- **What needs to be done**: Below is a listing. Gather each line of it that contains "joint".

- **Data records**:
=-=-=

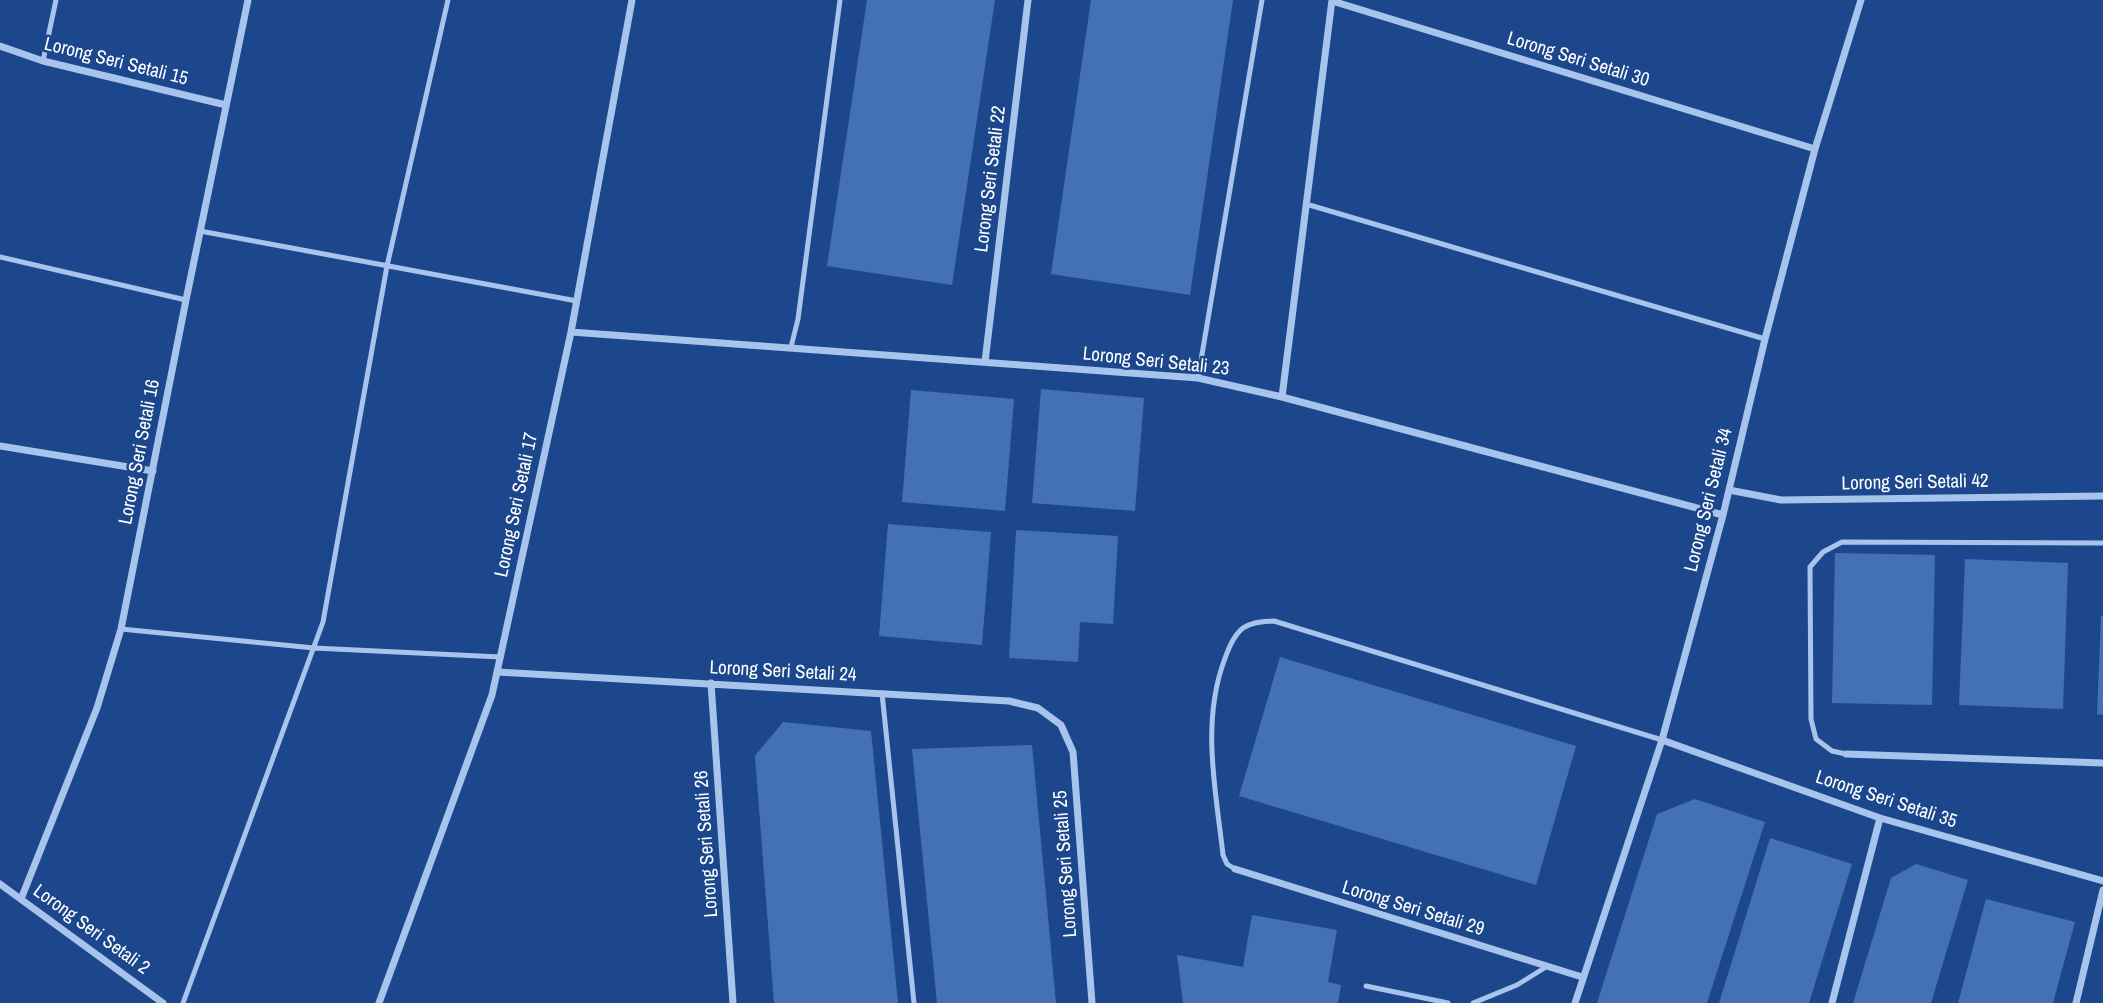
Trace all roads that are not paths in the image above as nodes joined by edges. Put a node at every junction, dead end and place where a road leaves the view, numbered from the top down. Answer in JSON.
{"nodes":[{"id":1,"x":56,"y":0,"type":"edge"},
{"id":2,"x":248,"y":0,"type":"edge"},
{"id":3,"x":448,"y":0,"type":"edge"},
{"id":4,"x":632,"y":0,"type":"edge"},
{"id":5,"x":840,"y":0,"type":"edge"},
{"id":6,"x":1028,"y":0,"type":"edge"},
{"id":7,"x":1262,"y":0,"type":"edge"},
{"id":8,"x":1332,"y":0,"type":"edge"},
{"id":9,"x":1861,"y":0,"type":"edge"},
{"id":10,"x":0,"y":46,"type":"edge"},
{"id":11,"x":43,"y":61,"type":"junction"},
{"id":12,"x":226,"y":105,"type":"junction"},
{"id":13,"x":1815,"y":149,"type":"junction"},
{"id":14,"x":1306,"y":204,"type":"junction"},
{"id":15,"x":200,"y":231,"type":"junction"},
{"id":16,"x":0,"y":257,"type":"edge"},
{"id":17,"x":387,"y":266,"type":"junction"},
{"id":18,"x":186,"y":300,"type":"junction"},
{"id":19,"x":577,"y":301,"type":"junction"},
{"id":20,"x":571,"y":332,"type":"junction"},
{"id":21,"x":1765,"y":339,"type":"junction"},
{"id":22,"x":791,"y":348,"type":"junction"},
{"id":23,"x":985,"y":362,"type":"junction"},
{"id":24,"x":1198,"y":378,"type":"junction"},
{"id":25,"x":1282,"y":397,"type":"junction"},
{"id":26,"x":0,"y":446,"type":"edge"},
{"id":27,"x":153,"y":471,"type":"junction"},
{"id":28,"x":1729,"y":490,"type":"junction"},
{"id":29,"x":2103,"y":496,"type":"edge"},
{"id":30,"x":1723,"y":515,"type":"junction"},
{"id":31,"x":2103,"y":543,"type":"edge"},
{"id":32,"x":121,"y":629,"type":"junction"},
{"id":33,"x":314,"y":648,"type":"junction"},
{"id":34,"x":500,"y":657,"type":"junction"},
{"id":35,"x":497,"y":672,"type":"junction"},
{"id":36,"x":712,"y":683,"type":"junction"},
{"id":37,"x":882,"y":693,"type":"junction"},
{"id":38,"x":1061,"y":725,"type":"joint"},
{"id":39,"x":1662,"y":740,"type":"junction"},
{"id":40,"x":1846,"y":754,"type":"joint"},
{"id":41,"x":2103,"y":763,"type":"edge"},
{"id":42,"x":1880,"y":818,"type":"junction"},
{"id":43,"x":1235,"y":869,"type":"joint"},
{"id":44,"x":2103,"y":881,"type":"edge"},
{"id":45,"x":0,"y":884,"type":"edge"},
{"id":46,"x":2103,"y":890,"type":"edge"},
{"id":47,"x":22,"y":899,"type":"junction"},
{"id":48,"x":1546,"y":967,"type":"junction"},
{"id":49,"x":1582,"y":977,"type":"junction"},
{"id":50,"x":1366,"y":986,"type":"dead end"},
{"id":51,"x":163,"y":1003,"type":"edge"},
{"id":52,"x":183,"y":1003,"type":"edge"},
{"id":53,"x":379,"y":1003,"type":"edge"},
{"id":54,"x":733,"y":1003,"type":"edge"},
{"id":55,"x":914,"y":1003,"type":"edge"},
{"id":56,"x":1091,"y":1003,"type":"edge"},
{"id":57,"x":1448,"y":1003,"type":"edge"},
{"id":58,"x":1473,"y":1003,"type":"edge"},
{"id":59,"x":1575,"y":1003,"type":"edge"},
{"id":60,"x":1832,"y":1003,"type":"edge"},
{"id":61,"x":2076,"y":1003,"type":"edge"}],
"edges":[{"from":1,"to":11,"type":"lane"},
{"from":2,"to":12,"type":"street","name":"Lorong Seri Setali 16"},
{"from":3,"to":17,"type":"lane"},
{"from":4,"to":19,"type":"street","name":"Lorong Seri Setali 17"},
{"from":5,"to":22,"type":"lane"},
{"from":6,"to":23,"type":"street","name":"Lorong Seri Setali 22"},
{"from":7,"to":24,"type":"lane"},
{"from":8,"to":13,"type":"street","name":"Lorong Seri Setali 30"},
{"from":8,"to":14,"type":"street"},
{"from":9,"to":13,"type":"street","name":"Lorong Seri Setali 34"},
{"from":10,"to":11,"type":"street","name":"Lorong Seri Setali 15"},
{"from":11,"to":12,"type":"street","name":"Lorong Seri Setali 15"},
{"from":12,"to":15,"type":"street","name":"Lorong Seri Setali 16"},
{"from":13,"to":21,"type":"street","name":"Lorong Seri Setali 34"},
{"from":14,"to":21,"type":"lane"},
{"from":14,"to":25,"type":"street"},
{"from":15,"to":17,"type":"lane"},
{"from":15,"to":18,"type":"street","name":"Lorong Seri Setali 16"},
{"from":16,"to":18,"type":"lane"},
{"from":17,"to":19,"type":"lane"},
{"from":17,"to":33,"type":"lane"},
{"from":18,"to":27,"type":"street","name":"Lorong Seri Setali 16"},
{"from":19,"to":20,"type":"street","name":"Lorong Seri Setali 17"},
{"from":20,"to":22,"type":"street","name":"Lorong Seri Setali 23"},
{"from":20,"to":34,"type":"street","name":"Lorong Seri Setali 17"},
{"from":21,"to":28,"type":"street","name":"Lorong Seri Setali 34"},
{"from":22,"to":23,"type":"street","name":"Lorong Seri Setali 23"},
{"from":23,"to":24,"type":"street","name":"Lorong Seri Setali 23"},
{"from":24,"to":25,"type":"street","name":"Lorong Seri Setali 23"},
{"from":25,"to":30,"type":"street","name":"Lorong Seri Setali 23"},
{"from":26,"to":27,"type":"street"},
{"from":27,"to":32,"type":"street","name":"Lorong Seri Setali 16"},
{"from":28,"to":29,"type":"street","name":"Lorong Seri Setali 42"},
{"from":28,"to":30,"type":"street","name":"Lorong Seri Setali 34"},
{"from":30,"to":39,"type":"street","name":"Lorong Seri Setali 34"},
{"from":31,"to":40,"type":"lane"},
{"from":32,"to":33,"type":"lane"},
{"from":32,"to":47,"type":"street","name":"Lorong Seri Setali 16"},
{"from":33,"to":34,"type":"lane"},
{"from":33,"to":52,"type":"lane"},
{"from":34,"to":35,"type":"street","name":"Lorong Seri Setali 17"},
{"from":35,"to":36,"type":"street","name":"Lorong Seri Setali 24"},
{"from":35,"to":53,"type":"street","name":"Lorong Seri Setali 17"},
{"from":36,"to":37,"type":"street","name":"Lorong Seri Setali 24"},
{"from":36,"to":54,"type":"street","name":"Lorong Seri Setali 26"},
{"from":37,"to":38,"type":"street","name":"Lorong Seri Setali 24"},
{"from":37,"to":55,"type":"lane"},
{"from":38,"to":56,"type":"street","name":"Lorong Seri Setali 25"},
{"from":39,"to":42,"type":"street","name":"Lorong Seri Setali 35"},
{"from":39,"to":43,"type":"lane"},
{"from":39,"to":49,"type":"street","name":"Lorong Seri Setali 34"},
{"from":40,"to":41,"type":"street"},
{"from":42,"to":44,"type":"street","name":"Lorong Seri Setali 35"},
{"from":42,"to":60,"type":"street"},
{"from":43,"to":48,"type":"street","name":"Lorong Seri Setali 29"},
{"from":45,"to":47,"type":"street","name":"Lorong Seri Setali 2"},
{"from":46,"to":61,"type":"street"},
{"from":47,"to":51,"type":"street","name":"Lorong Seri Setali 2"},
{"from":48,"to":49,"type":"street","name":"Lorong Seri Setali 29"},
{"from":48,"to":58,"type":"lane"},
{"from":49,"to":59,"type":"street","name":"Lorong Seri Setali 34"},
{"from":50,"to":57,"type":"lane"}]}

=-=-=

- **Exercise output**:
{"id":38,"x":1061,"y":725,"type":"joint"},
{"id":40,"x":1846,"y":754,"type":"joint"},
{"id":43,"x":1235,"y":869,"type":"joint"},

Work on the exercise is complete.